-- TASK OBJECTIVE --
Omitting all images, transcribe the listing word for word.

======== EXTRACTED MATERIAL ========

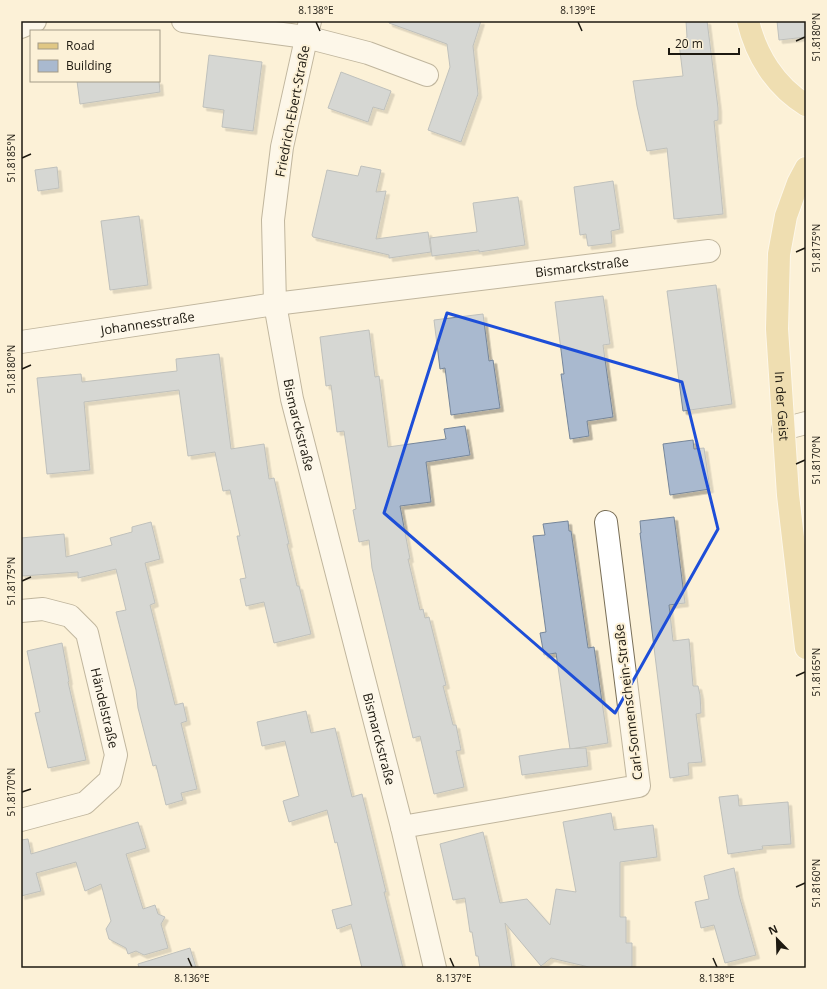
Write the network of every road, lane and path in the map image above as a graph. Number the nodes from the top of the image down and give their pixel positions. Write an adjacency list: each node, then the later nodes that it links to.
1 (35, 21): 4 (street)
2 (183, 21): 5 (street)
3 (748, 21): 7 (main road)
4 (21, 27)
5 (308, 29): 6 (street, Friedrich-Ebert-Straße); 10 (street, Friedrich-Ebert-Straße)
6 (426, 75)
7 (806, 105)
8 (806, 168): 13 (main road, In der Geist)
9 (709, 251): 10 (street, Bismarckstraße)
10 (275, 304): 11 (street, Johannesstraße); 18 (street, Bismarckstraße)
11 (21, 342)
12 (806, 423): 13 (street)
13 (783, 429): 16 (main road, In der Geist)
14 (606, 522): 18 (street, Carl-Sonnenschein-Straße)
15 (21, 611): 17 (street, Händelstraße)
16 (806, 648)
17 (21, 820)
18 (402, 827): 19 (street, Bismarckstraße)
19 (435, 968)

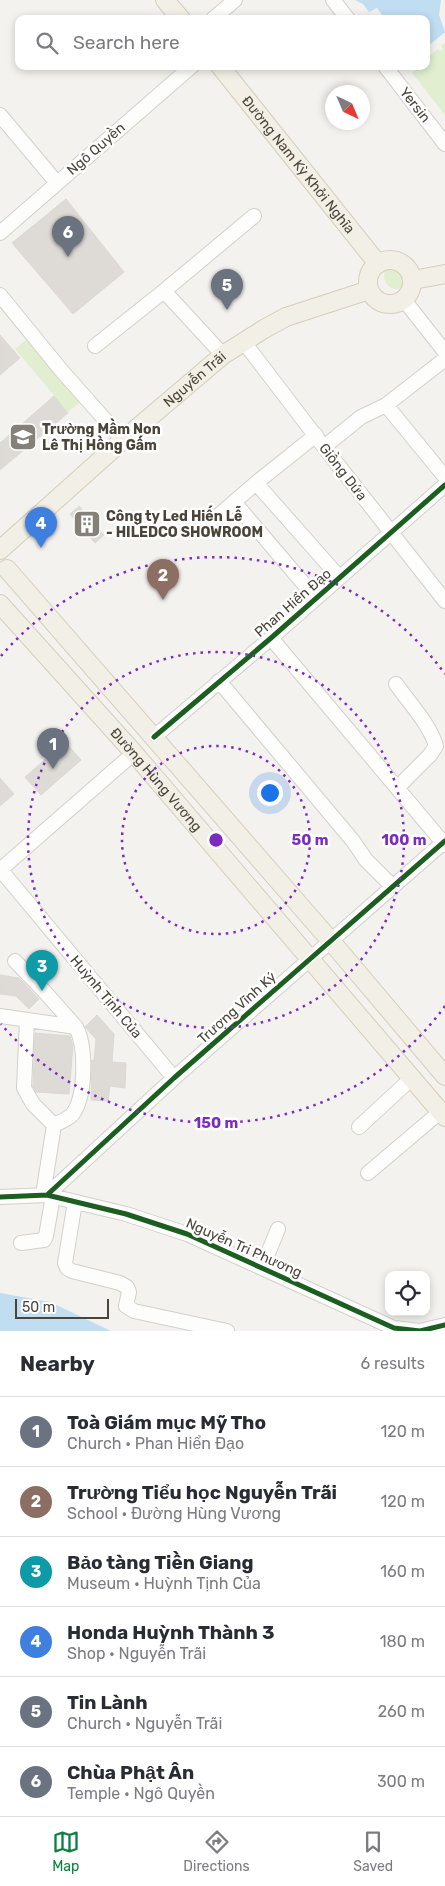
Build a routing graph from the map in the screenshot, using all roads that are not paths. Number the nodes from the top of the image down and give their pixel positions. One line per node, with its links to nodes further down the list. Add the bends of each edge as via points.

========

-- YOUR SOLUTION --
Write the network of every road, lane and path in the map image above as a graph. Number the nodes from the top of the image down and give their pixel positions. Write an adjacency list: each node, then the later nodes that it links to.
1 (35, 21): 4 (street)
2 (183, 21): 5 (street)
3 (748, 21): 7 (main road)
4 (21, 27)
5 (308, 29): 6 (street, Friedrich-Ebert-Straße); 10 (street, Friedrich-Ebert-Straße)
6 (426, 75)
7 (806, 105)
8 (806, 168): 13 (main road, In der Geist)
9 (709, 251): 10 (street, Bismarckstraße)
10 (275, 304): 11 (street, Johannesstraße); 18 (street, Bismarckstraße)
11 (21, 342)
12 (806, 423): 13 (street)
13 (783, 429): 16 (main road, In der Geist)
14 (606, 522): 18 (street, Carl-Sonnenschein-Straße)
15 (21, 611): 17 (street, Händelstraße)
16 (806, 648)
17 (21, 820)
18 (402, 827): 19 (street, Bismarckstraße)
19 (435, 968)

Build a routing graph from the map in the screenshot, using all roads that are not paths. Number the nodes from the top of the image down and give their pixel positions. One line per node, with its links to nodes further down the list. Add the bends of each edge as via points.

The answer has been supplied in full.